The Company continues to evaluate various alternative courses of action to regain compliance with the continued listing requirement under the Rule for the Nasdaq Capital Market. However, there can be no assurance that the Company will be able to satisfy the Nasdaq Capital Market’s continued listing requirements, regain compliance with the Rule, the Low Priced Stocks Rule, or maintain compliance with the other Nasdaq continued listing requirements.

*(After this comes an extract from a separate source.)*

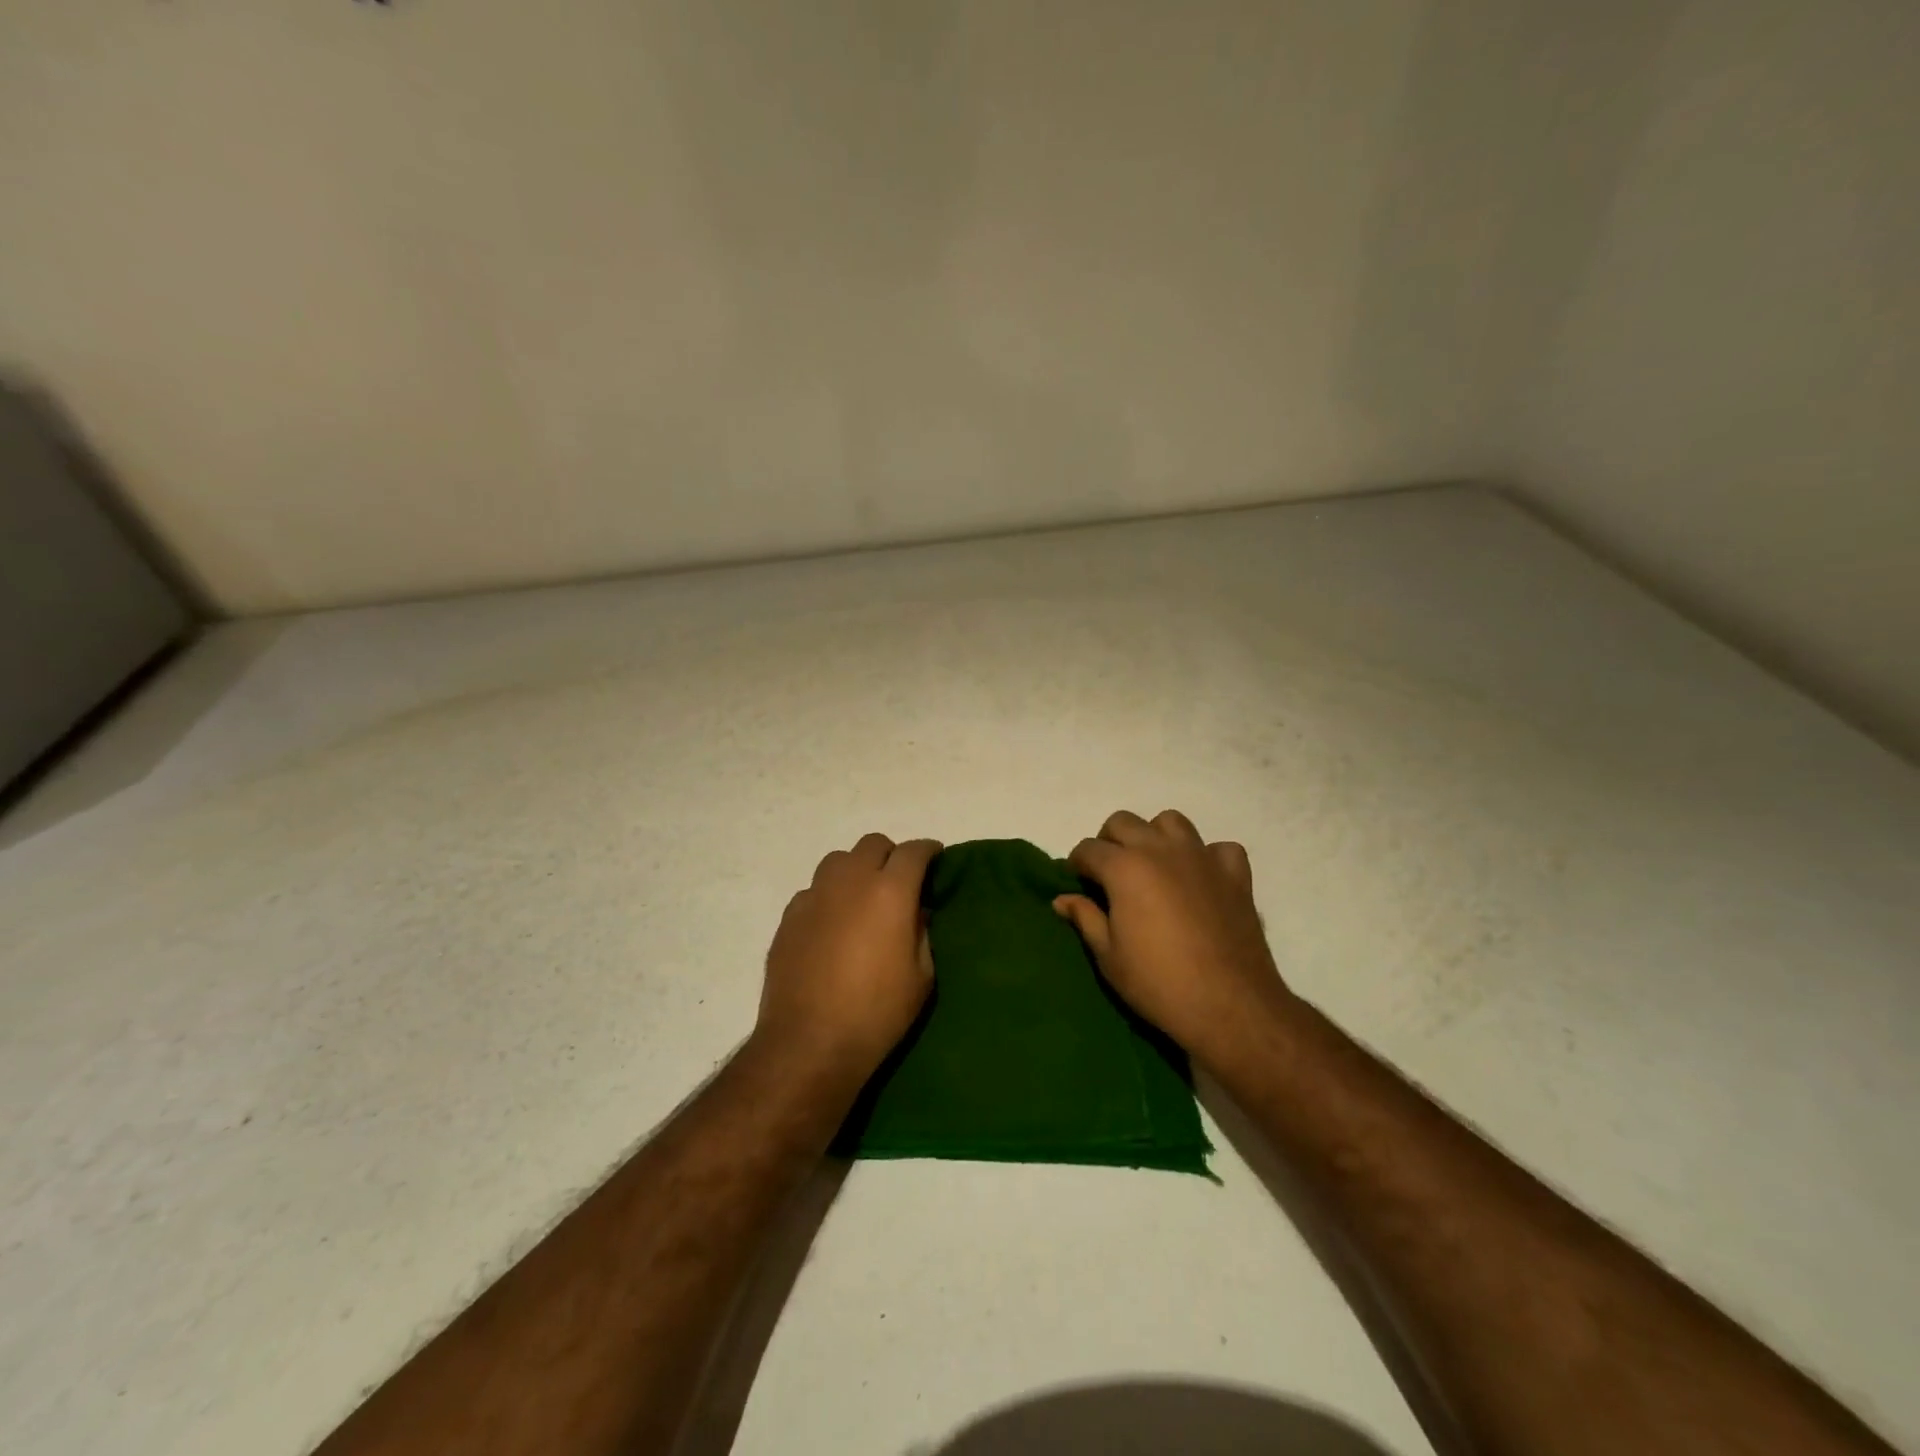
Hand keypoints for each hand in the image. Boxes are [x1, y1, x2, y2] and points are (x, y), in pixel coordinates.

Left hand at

About Powerbridge Technologies
Powerbridge Technologies Co., Ltd. (Nasdaq: PBTS) is a leading provider of multi-industry technology solutions. The Company offers software and platform applications, IoT platform services and intelligent devices, supply chain platforms and interactive media services, metaverse and digital services, and cryptocurrency asset operations and services.
Safe Harbor Statement
This press release contains forward-looking statements as defined by the Private Securities Litigation Reform Act of 1995. Forward-looking statements include statements concerning plans, objectives, goals, strategies, future events or performance, and underlying assumptions and other statements that are other than statements of historical facts. When the Company uses words such as “may”, “will”, “intend,” “should,” “believe,” “expect,” “anticipate,” “project,” “estimate” or similar expressions that do not relate solely to historical matters, it is making forward-looking statements; specifically, the Company’s statements regarding listing on the Nasdaq Capital Market and the IPO are forward-looking statements. Forward-looking statements are not guarantees of future performance and involve risks and uncertainties that may cause the actual results to differ materially from the Company’s expectations discussed in the forward-looking statements. These statements are subject to uncertainties and risks including, but not limited to, the following: the Company’s goals and strategies; the Company’s future business development; product and service demand and acceptance; changes in technology; economic conditions; reputation and brand; the impact of competition and pricing; government regulations; fluctuations in general economic and business conditions in China and assumptions underlying or related to any of the foregoing and other risks contained in reports filed by the Company with the SEC. For these reasons, among others, investors are cautioned not to place undue reliance upon any forward-looking statements in this press release. Additional factors are discussed in the Company’s filings with the SEC, which are available for review at www.sec.gov. The Company undertakes no obligation to publicly revise these forward-looking statements to reflect events or circumstances that arise after the date hereof.